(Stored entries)
· · · ·
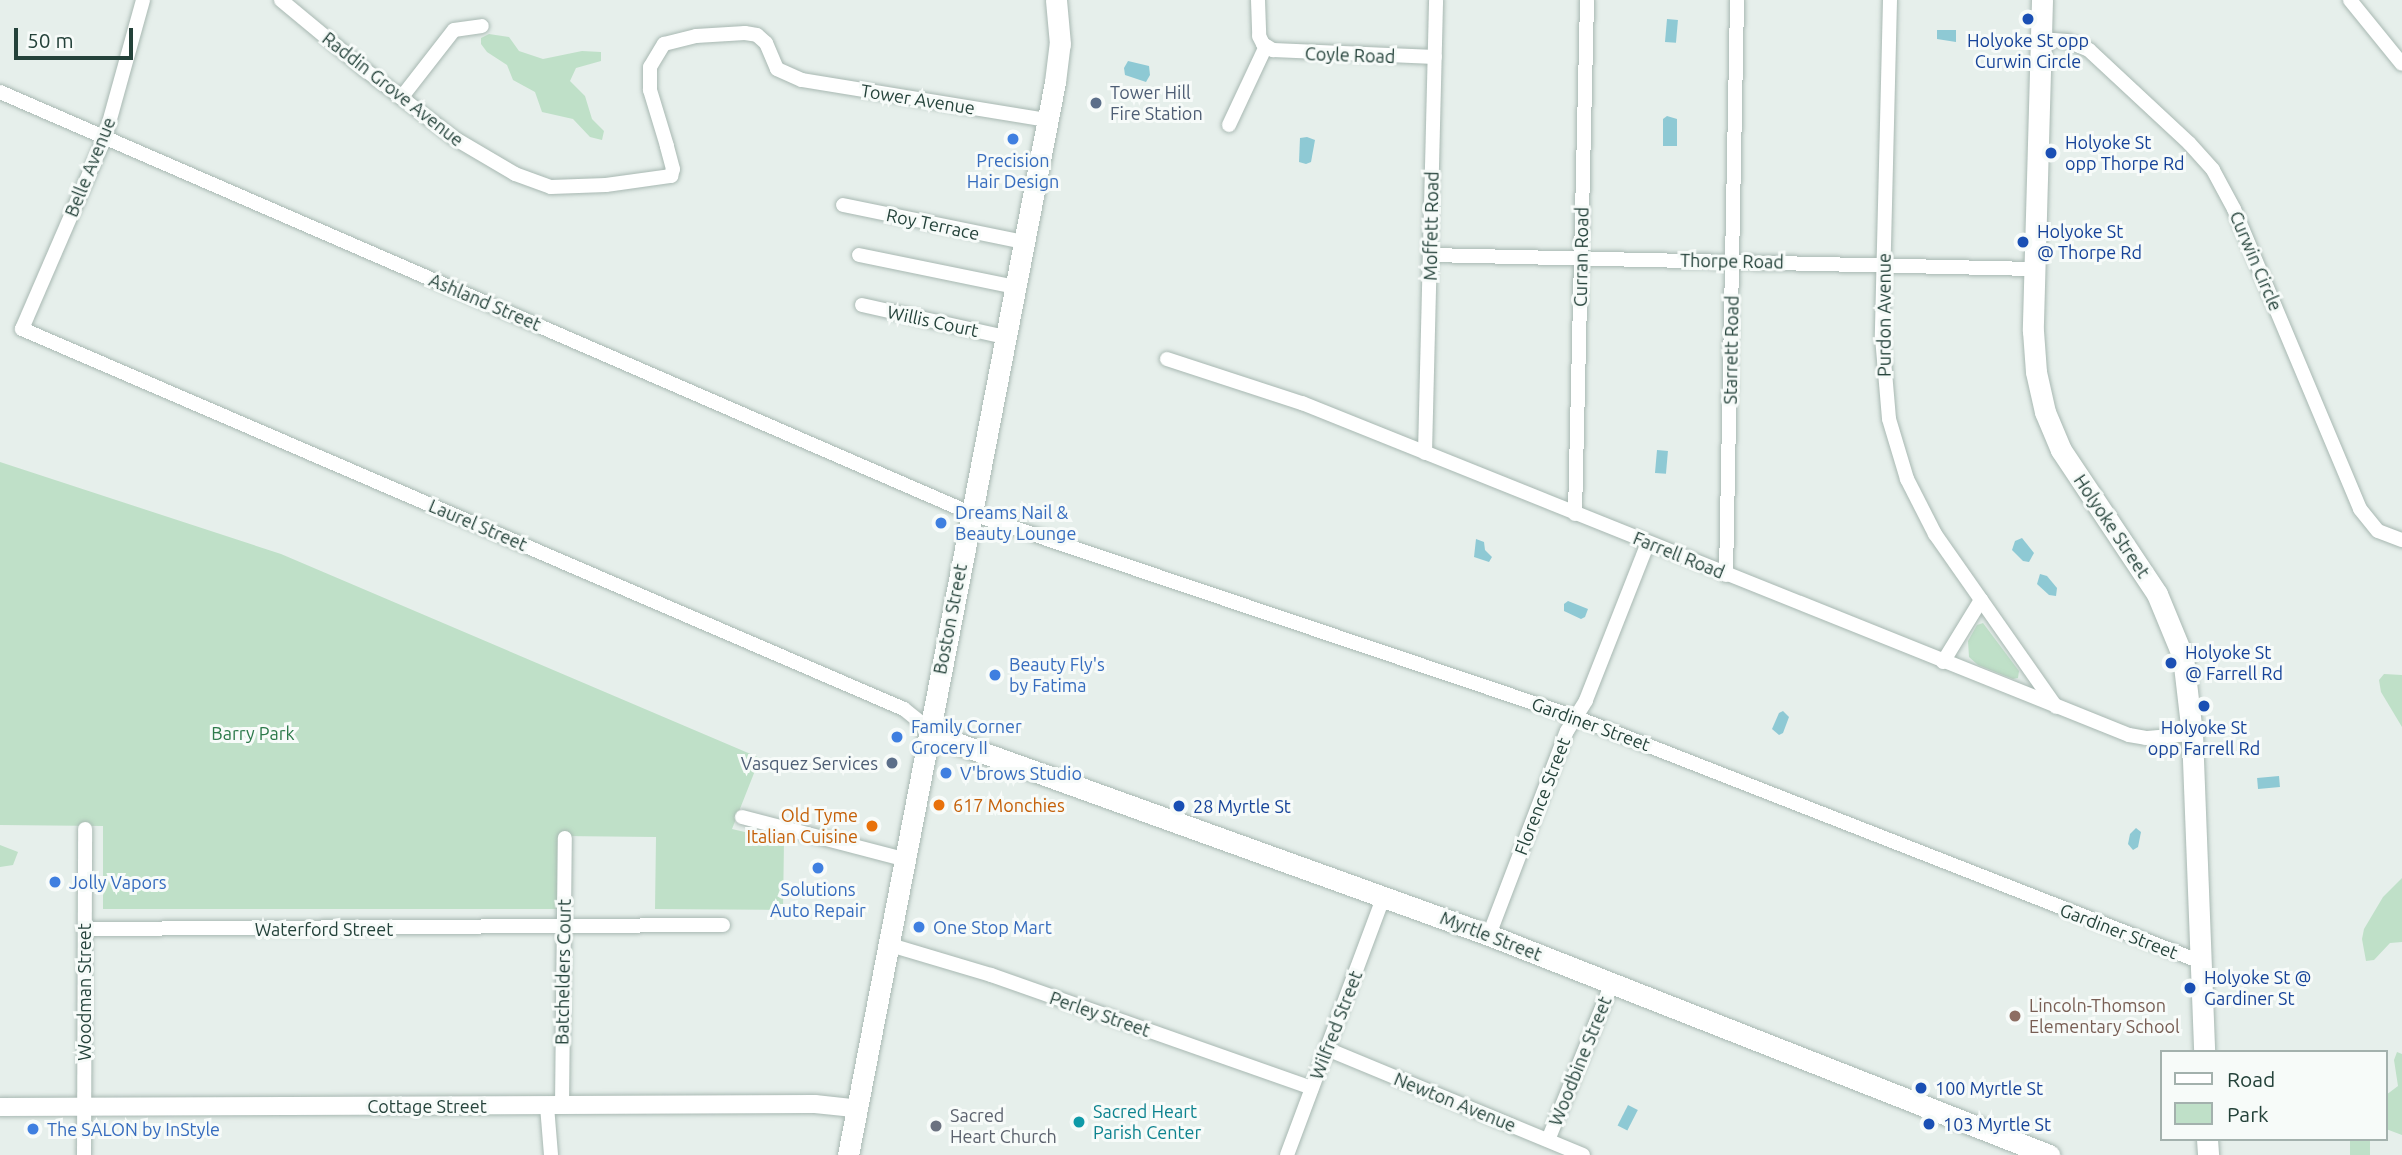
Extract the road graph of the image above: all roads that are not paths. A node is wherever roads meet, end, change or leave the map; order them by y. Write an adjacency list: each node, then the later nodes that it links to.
1 (143, 0): 20 (street, Belle Avenue)
2 (281, 0): 17 (street, Raddin Grove Avenue)
3 (1056, 0): 18 (main road, Boston Street)
4 (1258, 0): 13 (street)
5 (1436, 0): 14 (street, Moffett Road)
6 (1587, 0): 26 (street, Curran Road)
7 (1737, 0): 27 (street, Starrett Road)
8 (1890, 0): 28 (street, Purdon Avenue)
9 (2042, 0): 12 (main road, Holyoke Street)
10 (2350, 0): 15 (street)
11 (482, 26): 17 (street)
12 (2040, 39): 29 (main road, Holyoke Street); 38 (street, Curwin Circle)
13 (1266, 46): 14 (street, Coyle Road); 19 (street)
14 (1435, 57): 25 (street, Moffett Road)
15 (2402, 64)
16 (0, 92): 20 (street, Ashland Street)
17 (401, 98): 21 (street, Raddin Grove Avenue)
18 (1047, 120): 21 (street, Tower Avenue); 23 (main road, Boston Street)
19 (1229, 125)
20 (105, 137): 32 (street, Belle Avenue); 36 (street, Ashland Street)
21 (672, 176)
22 (843, 205): 23 (street, Roy Terrace)
23 (1024, 242): 30 (main road, Boston Street)
24 (859, 255): 30 (street)
25 (1430, 255): 26 (street, Thorpe Road); 35 (street, Moffett Road)
26 (1581, 258): 27 (street, Thorpe Road); 37 (street, Curran Road)
27 (1732, 261): 28 (street, Thorpe Road); 40 (street, Starrett Road)
28 (1883, 265): 29 (street, Thorpe Road); 41 (street, Purdon Avenue)
29 (2034, 269): 46 (main road, Holyoke Street)
30 (1015, 287): 33 (main road, Boston Street)
31 (862, 305): 33 (street, Willis Court)
32 (22, 330): 45 (street, Laurel Street)
33 (1005, 337): 36 (main road, Boston Street)
34 (1167, 359): 35 (street, Farrell Road)
35 (1425, 453): 37 (street, Farrell Road)
36 (971, 513): 44 (street, Gardiner Street); 45 (main road, Boston Street)
37 (1575, 514): 39 (street, Farrell Road)
38 (2402, 540)
39 (1648, 543): 40 (street, Farrell Road); 44 (street, Florence Street)
40 (1726, 575): 42 (street, Farrell Road)
41 (1981, 600): 42 (street); 43 (street, Purdon Avenue)
42 (1943, 662): 43 (street, Farrell Road)
43 (2057, 708): 46 (street, Farrell Road)
44 (1575, 717): 55 (street, Florence Street); 57 (street, Gardiner Street)
45 (929, 729): 50 (main road, Boston Street); 51 (main road, Myrtle Street)
46 (2192, 734): 57 (main road, Holyoke Street)
47 (741, 817): 50 (street)
48 (85, 829): 54 (street, Woodman Street)
49 (565, 838): 52 (street, Batchelders Court)
50 (903, 859): 56 (main road, Boston Street)
51 (1384, 895): 55 (main road, Myrtle Street); 59 (street, Wilfred Street)
52 (564, 925): 53 (street, Waterford Street); 54 (street, Waterford Street); 62 (street, Batchelders Court)
53 (723, 925)
54 (84, 929): 64 (street, Woodman Street)
55 (1489, 935): 58 (main road, Myrtle Street)
56 (887, 944): 61 (street, Perley Street); 65 (main road, Boston Street)
57 (2201, 962): 60 (main road, Holyoke Street)
58 (1612, 983): 66 (street, Woodbine Street); 72 (main road, Myrtle Street)
59 (1327, 1049): 61 (street, Wilfred Street); 66 (street, Newton Avenue)
60 (2204, 1050)
61 (1312, 1088): 70 (street, Wilfred Street)
62 (554, 1106): 64 (street, Cottage Street); 65 (street, Cottage Street); 68 (street, Batchelders Court)
63 (0, 1107): 64 (street, Cottage Street)
64 (84, 1107): 67 (street, Woodman Street)
65 (855, 1108): 69 (main road, Boston Street)
66 (1548, 1140): 71 (street, Newton Avenue)
67 (84, 1155)
68 (551, 1155)
69 (848, 1155)
70 (1287, 1155)
71 (1583, 1155)
72 (2049, 1155)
· · · ·
_EXERCISE INSTRUCTIONS:_ Give the data again word for word, without pictures.

_SOLUTION TO THIS TASK:_
Extract the road graph of the image above: all roads that are not paths. A node is wherever roads meet, end, change or leave the map; order them by y. Write an adjacency list: each node, then the later nodes that it links to.
1 (143, 0): 20 (street, Belle Avenue)
2 (281, 0): 17 (street, Raddin Grove Avenue)
3 (1056, 0): 18 (main road, Boston Street)
4 (1258, 0): 13 (street)
5 (1436, 0): 14 (street, Moffett Road)
6 (1587, 0): 26 (street, Curran Road)
7 (1737, 0): 27 (street, Starrett Road)
8 (1890, 0): 28 (street, Purdon Avenue)
9 (2042, 0): 12 (main road, Holyoke Street)
10 (2350, 0): 15 (street)
11 (482, 26): 17 (street)
12 (2040, 39): 29 (main road, Holyoke Street); 38 (street, Curwin Circle)
13 (1266, 46): 14 (street, Coyle Road); 19 (street)
14 (1435, 57): 25 (street, Moffett Road)
15 (2402, 64)
16 (0, 92): 20 (street, Ashland Street)
17 (401, 98): 21 (street, Raddin Grove Avenue)
18 (1047, 120): 21 (street, Tower Avenue); 23 (main road, Boston Street)
19 (1229, 125)
20 (105, 137): 32 (street, Belle Avenue); 36 (street, Ashland Street)
21 (672, 176)
22 (843, 205): 23 (street, Roy Terrace)
23 (1024, 242): 30 (main road, Boston Street)
24 (859, 255): 30 (street)
25 (1430, 255): 26 (street, Thorpe Road); 35 (street, Moffett Road)
26 (1581, 258): 27 (street, Thorpe Road); 37 (street, Curran Road)
27 (1732, 261): 28 (street, Thorpe Road); 40 (street, Starrett Road)
28 (1883, 265): 29 (street, Thorpe Road); 41 (street, Purdon Avenue)
29 (2034, 269): 46 (main road, Holyoke Street)
30 (1015, 287): 33 (main road, Boston Street)
31 (862, 305): 33 (street, Willis Court)
32 (22, 330): 45 (street, Laurel Street)
33 (1005, 337): 36 (main road, Boston Street)
34 (1167, 359): 35 (street, Farrell Road)
35 (1425, 453): 37 (street, Farrell Road)
36 (971, 513): 44 (street, Gardiner Street); 45 (main road, Boston Street)
37 (1575, 514): 39 (street, Farrell Road)
38 (2402, 540)
39 (1648, 543): 40 (street, Farrell Road); 44 (street, Florence Street)
40 (1726, 575): 42 (street, Farrell Road)
41 (1981, 600): 42 (street); 43 (street, Purdon Avenue)
42 (1943, 662): 43 (street, Farrell Road)
43 (2057, 708): 46 (street, Farrell Road)
44 (1575, 717): 55 (street, Florence Street); 57 (street, Gardiner Street)
45 (929, 729): 50 (main road, Boston Street); 51 (main road, Myrtle Street)
46 (2192, 734): 57 (main road, Holyoke Street)
47 (741, 817): 50 (street)
48 (85, 829): 54 (street, Woodman Street)
49 (565, 838): 52 (street, Batchelders Court)
50 (903, 859): 56 (main road, Boston Street)
51 (1384, 895): 55 (main road, Myrtle Street); 59 (street, Wilfred Street)
52 (564, 925): 53 (street, Waterford Street); 54 (street, Waterford Street); 62 (street, Batchelders Court)
53 (723, 925)
54 (84, 929): 64 (street, Woodman Street)
55 (1489, 935): 58 (main road, Myrtle Street)
56 (887, 944): 61 (street, Perley Street); 65 (main road, Boston Street)
57 (2201, 962): 60 (main road, Holyoke Street)
58 (1612, 983): 66 (street, Woodbine Street); 72 (main road, Myrtle Street)
59 (1327, 1049): 61 (street, Wilfred Street); 66 (street, Newton Avenue)
60 (2204, 1050)
61 (1312, 1088): 70 (street, Wilfred Street)
62 (554, 1106): 64 (street, Cottage Street); 65 (street, Cottage Street); 68 (street, Batchelders Court)
63 (0, 1107): 64 (street, Cottage Street)
64 (84, 1107): 67 (street, Woodman Street)
65 (855, 1108): 69 (main road, Boston Street)
66 (1548, 1140): 71 (street, Newton Avenue)
67 (84, 1155)
68 (551, 1155)
69 (848, 1155)
70 (1287, 1155)
71 (1583, 1155)
72 (2049, 1155)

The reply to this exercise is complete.